AIM OF THE TASK. Scan the entries below for lines holding "edges". Give the number of such lines alone.

⁂

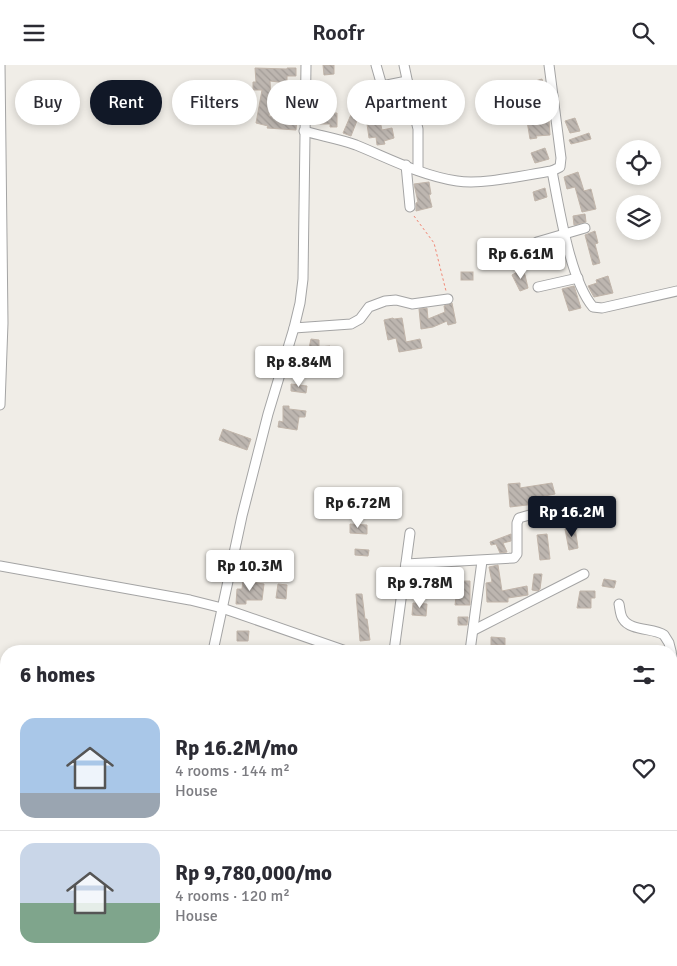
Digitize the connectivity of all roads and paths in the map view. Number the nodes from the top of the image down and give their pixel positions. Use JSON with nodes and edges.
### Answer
{"nodes":[{"id":1,"x":0,"y":65,"type":"edge"},
{"id":2,"x":306,"y":65,"type":"edge"},
{"id":3,"x":376,"y":65,"type":"edge"},
{"id":4,"x":404,"y":65,"type":"edge"},
{"id":5,"x":549,"y":65,"type":"edge"},
{"id":6,"x":380,"y":80,"type":"edge"},
{"id":7,"x":407,"y":80,"type":"edge"},
{"id":8,"x":417,"y":125,"type":"edge"},
{"id":9,"x":304,"y":131,"type":"junction"},
{"id":10,"x":406,"y":165,"type":"junction"},
{"id":11,"x":418,"y":170,"type":"junction"},
{"id":12,"x":552,"y":171,"type":"junction"},
{"id":13,"x":410,"y":207,"type":"joint"},
{"id":14,"x":585,"y":228,"type":"dead end"},
{"id":15,"x":565,"y":234,"type":"junction"},
{"id":16,"x":537,"y":242,"type":"dead end"},
{"id":17,"x":578,"y":278,"type":"junction"},
{"id":18,"x":538,"y":287,"type":"dead end"},
{"id":19,"x":677,"y":291,"type":"edge"},
{"id":20,"x":448,"y":299,"type":"joint"},
{"id":21,"x":294,"y":328,"type":"junction"},
{"id":22,"x":0,"y":405,"type":"edge"},
{"id":23,"x":568,"y":519,"type":"dead end"},
{"id":24,"x":410,"y":533,"type":"dead end"},
{"id":25,"x":482,"y":561,"type":"junction"},
{"id":26,"x":406,"y":564,"type":"junction"},
{"id":27,"x":0,"y":566,"type":"edge"},
{"id":28,"x":584,"y":573,"type":"dead end"},
{"id":29,"x":618,"y":604,"type":"dead end"},
{"id":30,"x":222,"y":608,"type":"junction"},
{"id":31,"x":474,"y":630,"type":"junction"},
{"id":32,"x":214,"y":645,"type":"edge"},
{"id":33,"x":324,"y":645,"type":"edge"},
{"id":34,"x":395,"y":645,"type":"edge"},
{"id":35,"x":471,"y":645,"type":"edge"},
{"id":36,"x":670,"y":645,"type":"edge"}],
"edges":[{"from":1,"to":22,"type":"street"},
{"from":2,"to":9,"type":"street"},
{"from":3,"to":6,"type":"street"},
{"from":4,"to":7,"type":"street"},
{"from":5,"to":12,"type":"street"},
{"from":8,"to":11,"type":"street"},
{"from":9,"to":10,"type":"street"},
{"from":9,"to":21,"type":"street"},
{"from":10,"to":11,"type":"street"},
{"from":10,"to":13,"type":"street"},
{"from":11,"to":12,"type":"street"},
{"from":12,"to":15,"type":"street"},
{"from":13,"to":20,"type":"path"},
{"from":14,"to":15,"type":"street"},
{"from":15,"to":16,"type":"street"},
{"from":15,"to":17,"type":"street"},
{"from":17,"to":18,"type":"street"},
{"from":17,"to":19,"type":"street"},
{"from":20,"to":21,"type":"street"},
{"from":21,"to":30,"type":"street"},
{"from":23,"to":25,"type":"street"},
{"from":24,"to":26,"type":"street"},
{"from":25,"to":26,"type":"street"},
{"from":25,"to":31,"type":"street"},
{"from":26,"to":34,"type":"street"},
{"from":27,"to":30,"type":"street"},
{"from":28,"to":31,"type":"street"},
{"from":29,"to":36,"type":"street"},
{"from":30,"to":32,"type":"street"},
{"from":30,"to":33,"type":"street"},
{"from":31,"to":35,"type":"street"}]}
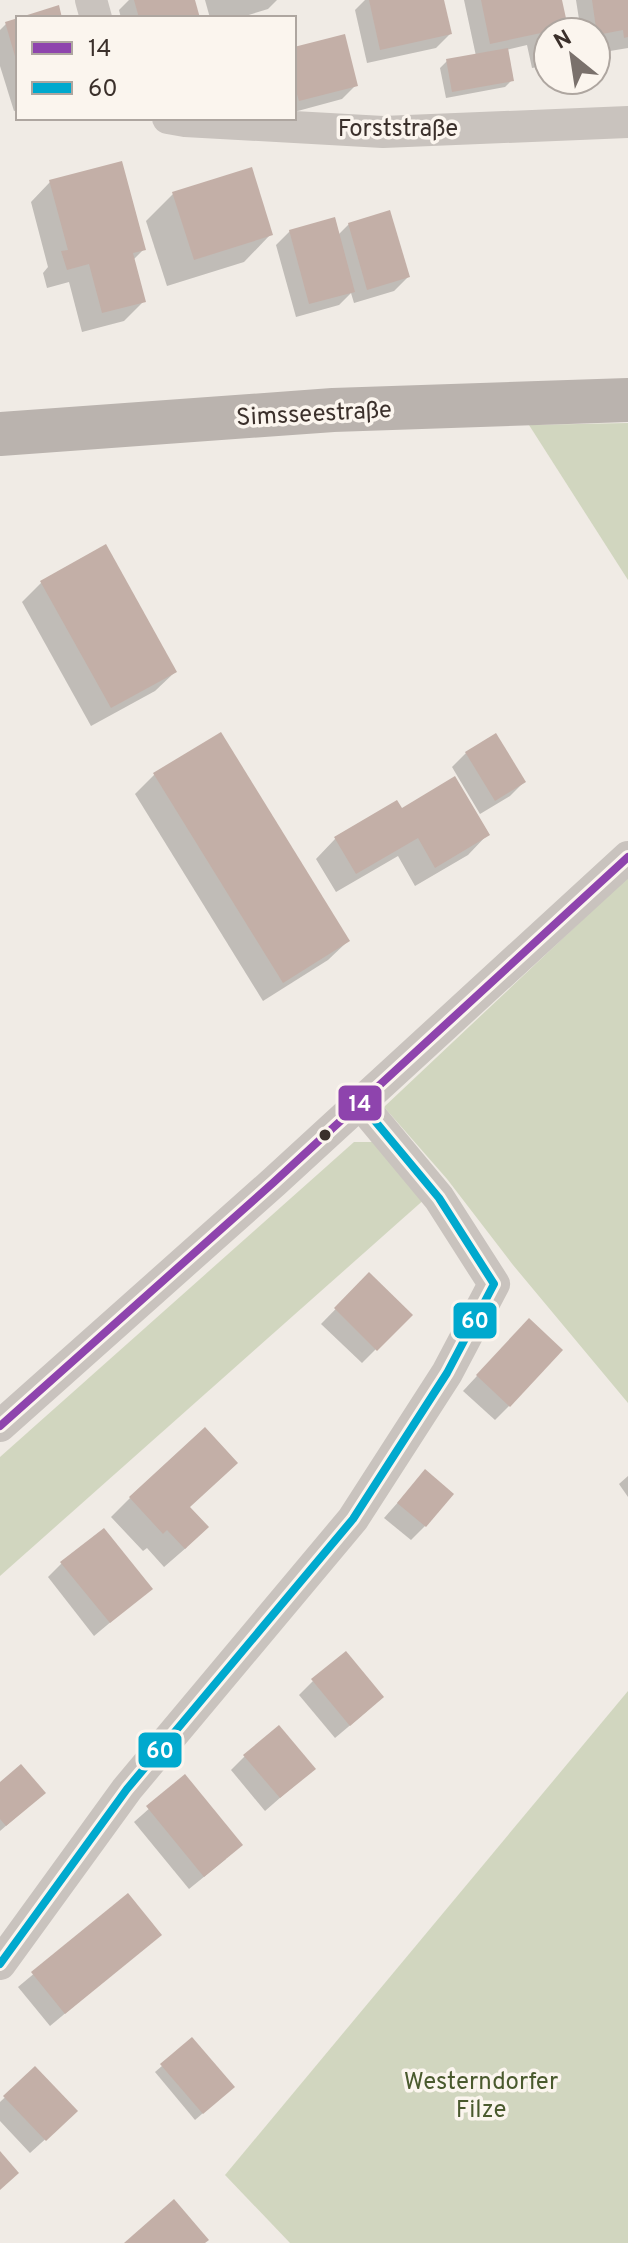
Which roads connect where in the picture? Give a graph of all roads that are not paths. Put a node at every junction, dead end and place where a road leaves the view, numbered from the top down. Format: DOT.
graph roads {
  1 [pos="179,120"];
  2 [pos="628,122"];
  3 [pos="628,400"];
  4 [pos="0,434"];
  5 [pos="628,857"];
  6 [pos="360,1103"];
  7 [pos="0,1426"];
  8 [pos="0,1964"];
  1 -- 2 [label="street, Forststraße"];
  3 -- 4 [label="main road, Simsseestraße"];
  5 -- 6 [label="street"];
  6 -- 7 [label="street"];
  6 -- 8 [label="street"];
}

⁂

TASK ANSWER. 2